■ **Task statement**
Return each line below exactly as it reads, and omit any image in it.

■ **Input**

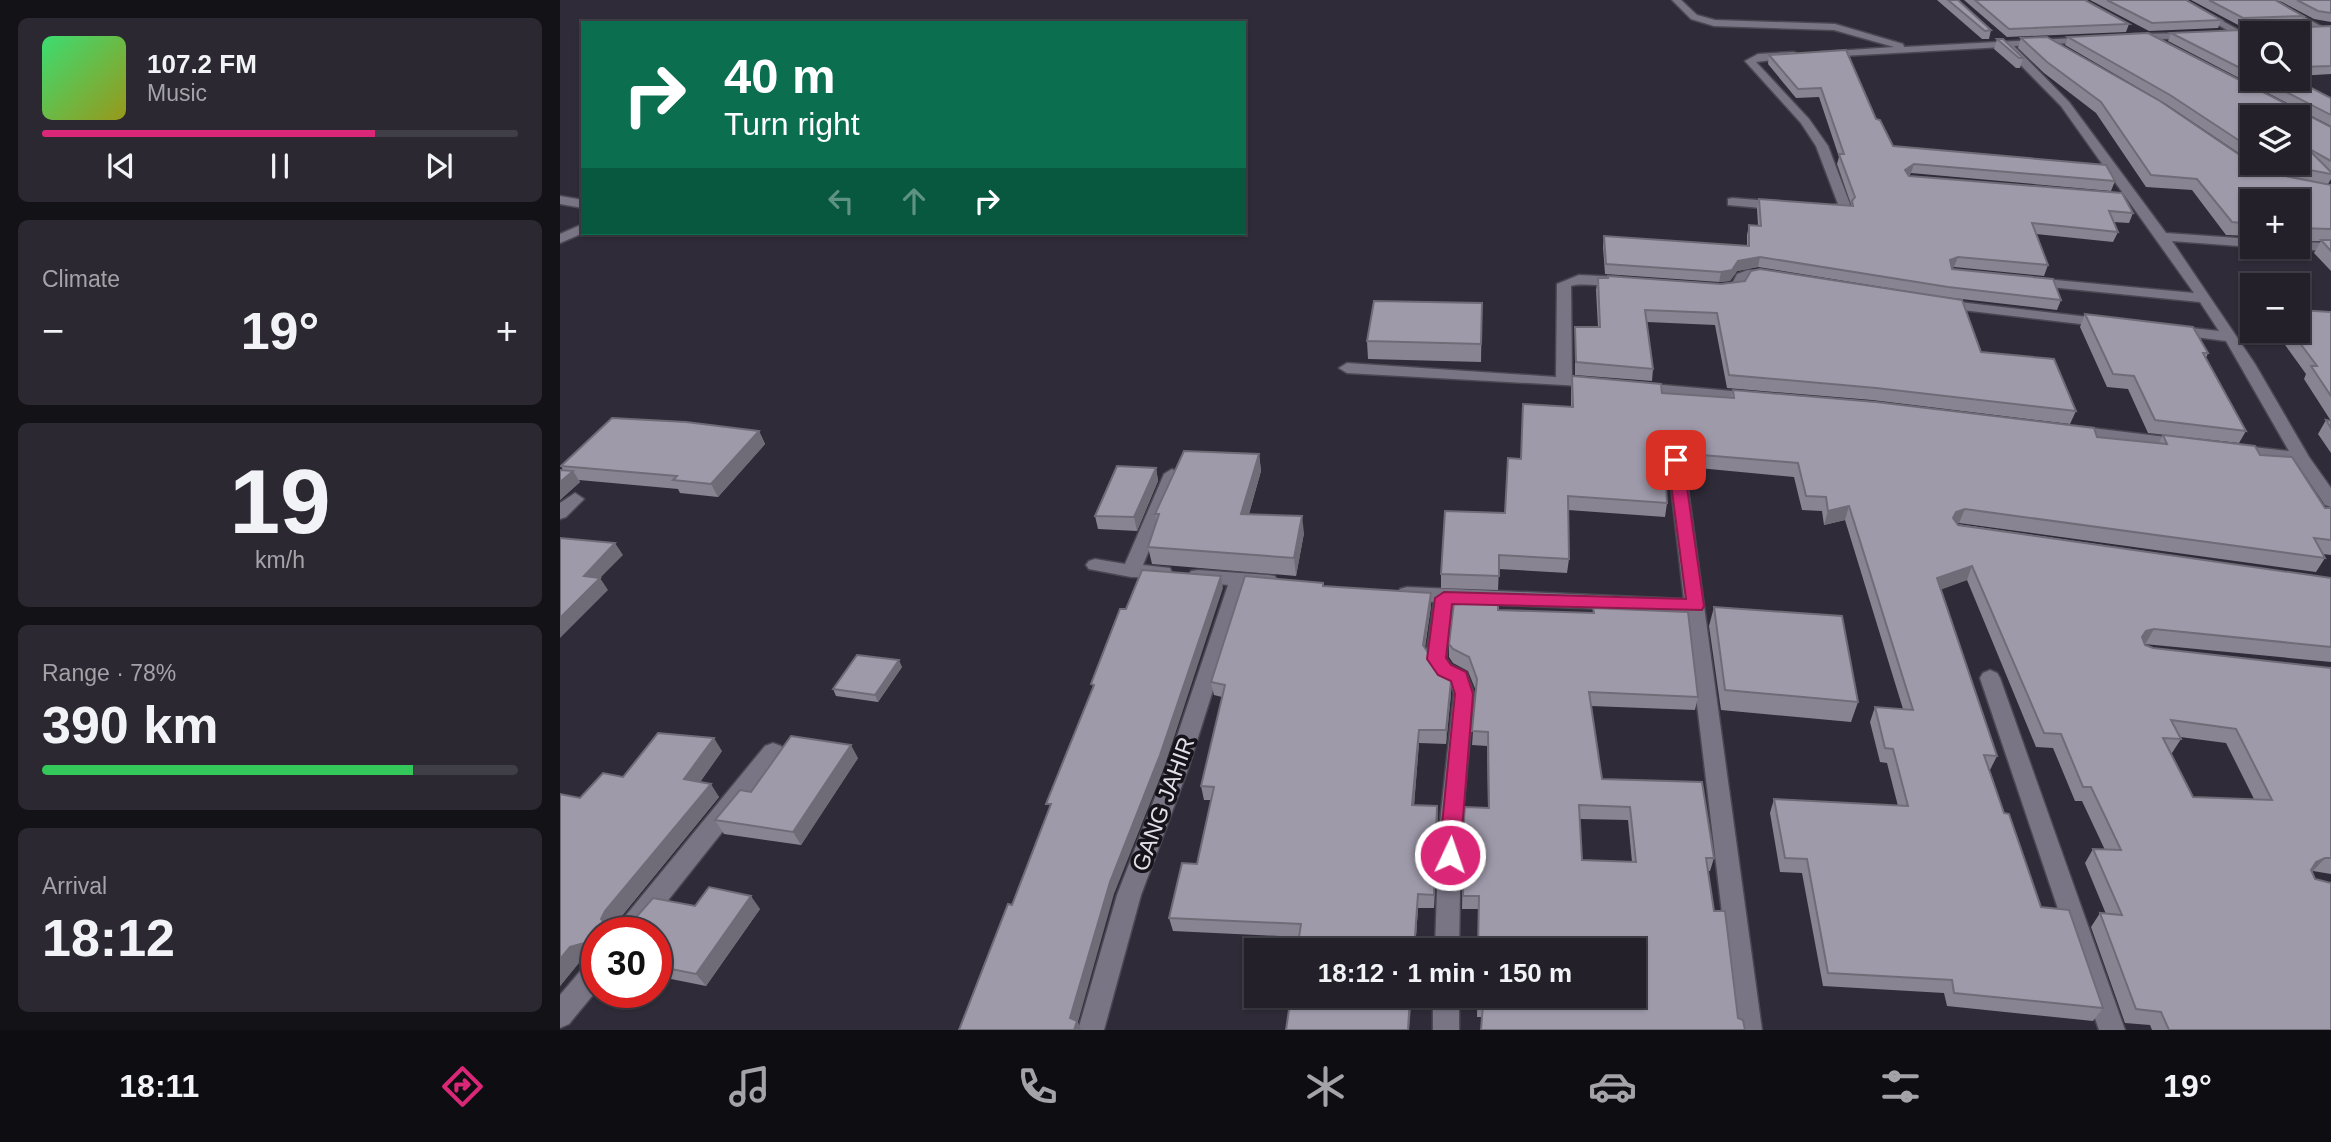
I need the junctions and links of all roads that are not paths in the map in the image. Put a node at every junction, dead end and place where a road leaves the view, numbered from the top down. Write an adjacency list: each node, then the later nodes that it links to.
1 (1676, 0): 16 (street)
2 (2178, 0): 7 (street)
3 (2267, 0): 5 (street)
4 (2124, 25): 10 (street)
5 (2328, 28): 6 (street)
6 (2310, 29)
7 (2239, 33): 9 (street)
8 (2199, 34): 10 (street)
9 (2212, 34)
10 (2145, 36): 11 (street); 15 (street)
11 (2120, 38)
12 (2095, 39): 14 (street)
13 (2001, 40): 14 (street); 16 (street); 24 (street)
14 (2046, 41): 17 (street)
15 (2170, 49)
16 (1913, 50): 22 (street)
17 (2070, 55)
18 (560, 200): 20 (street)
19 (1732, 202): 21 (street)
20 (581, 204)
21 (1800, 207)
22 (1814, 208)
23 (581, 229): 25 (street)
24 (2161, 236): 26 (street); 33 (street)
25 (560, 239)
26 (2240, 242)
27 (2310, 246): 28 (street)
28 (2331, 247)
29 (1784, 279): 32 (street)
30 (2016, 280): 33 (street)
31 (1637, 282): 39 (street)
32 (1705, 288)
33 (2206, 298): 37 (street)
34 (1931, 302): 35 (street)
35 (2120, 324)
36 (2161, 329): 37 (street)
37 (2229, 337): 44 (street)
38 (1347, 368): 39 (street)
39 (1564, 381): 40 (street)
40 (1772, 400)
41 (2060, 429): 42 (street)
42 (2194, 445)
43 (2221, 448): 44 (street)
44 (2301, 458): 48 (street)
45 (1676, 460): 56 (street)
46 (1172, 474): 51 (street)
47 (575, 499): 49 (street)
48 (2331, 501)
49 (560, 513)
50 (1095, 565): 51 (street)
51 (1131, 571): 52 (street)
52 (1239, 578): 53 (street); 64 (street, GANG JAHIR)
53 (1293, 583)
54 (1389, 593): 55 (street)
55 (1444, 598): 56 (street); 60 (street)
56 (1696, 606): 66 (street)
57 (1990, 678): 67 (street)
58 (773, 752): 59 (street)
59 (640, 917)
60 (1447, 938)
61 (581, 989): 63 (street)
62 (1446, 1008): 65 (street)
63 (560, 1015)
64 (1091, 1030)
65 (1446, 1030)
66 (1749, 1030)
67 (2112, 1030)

■ **Finished task**
I need the junctions and links of all roads that are not paths in the map in the image. Put a node at every junction, dead end and place where a road leaves the view, numbered from the top down. Write an adjacency list: each node, then the later nodes that it links to.
1 (1676, 0): 16 (street)
2 (2178, 0): 7 (street)
3 (2267, 0): 5 (street)
4 (2124, 25): 10 (street)
5 (2328, 28): 6 (street)
6 (2310, 29)
7 (2239, 33): 9 (street)
8 (2199, 34): 10 (street)
9 (2212, 34)
10 (2145, 36): 11 (street); 15 (street)
11 (2120, 38)
12 (2095, 39): 14 (street)
13 (2001, 40): 14 (street); 16 (street); 24 (street)
14 (2046, 41): 17 (street)
15 (2170, 49)
16 (1913, 50): 22 (street)
17 (2070, 55)
18 (560, 200): 20 (street)
19 (1732, 202): 21 (street)
20 (581, 204)
21 (1800, 207)
22 (1814, 208)
23 (581, 229): 25 (street)
24 (2161, 236): 26 (street); 33 (street)
25 (560, 239)
26 (2240, 242)
27 (2310, 246): 28 (street)
28 (2331, 247)
29 (1784, 279): 32 (street)
30 (2016, 280): 33 (street)
31 (1637, 282): 39 (street)
32 (1705, 288)
33 (2206, 298): 37 (street)
34 (1931, 302): 35 (street)
35 (2120, 324)
36 (2161, 329): 37 (street)
37 (2229, 337): 44 (street)
38 (1347, 368): 39 (street)
39 (1564, 381): 40 (street)
40 (1772, 400)
41 (2060, 429): 42 (street)
42 (2194, 445)
43 (2221, 448): 44 (street)
44 (2301, 458): 48 (street)
45 (1676, 460): 56 (street)
46 (1172, 474): 51 (street)
47 (575, 499): 49 (street)
48 (2331, 501)
49 (560, 513)
50 (1095, 565): 51 (street)
51 (1131, 571): 52 (street)
52 (1239, 578): 53 (street); 64 (street, GANG JAHIR)
53 (1293, 583)
54 (1389, 593): 55 (street)
55 (1444, 598): 56 (street); 60 (street)
56 (1696, 606): 66 (street)
57 (1990, 678): 67 (street)
58 (773, 752): 59 (street)
59 (640, 917)
60 (1447, 938)
61 (581, 989): 63 (street)
62 (1446, 1008): 65 (street)
63 (560, 1015)
64 (1091, 1030)
65 (1446, 1030)
66 (1749, 1030)
67 (2112, 1030)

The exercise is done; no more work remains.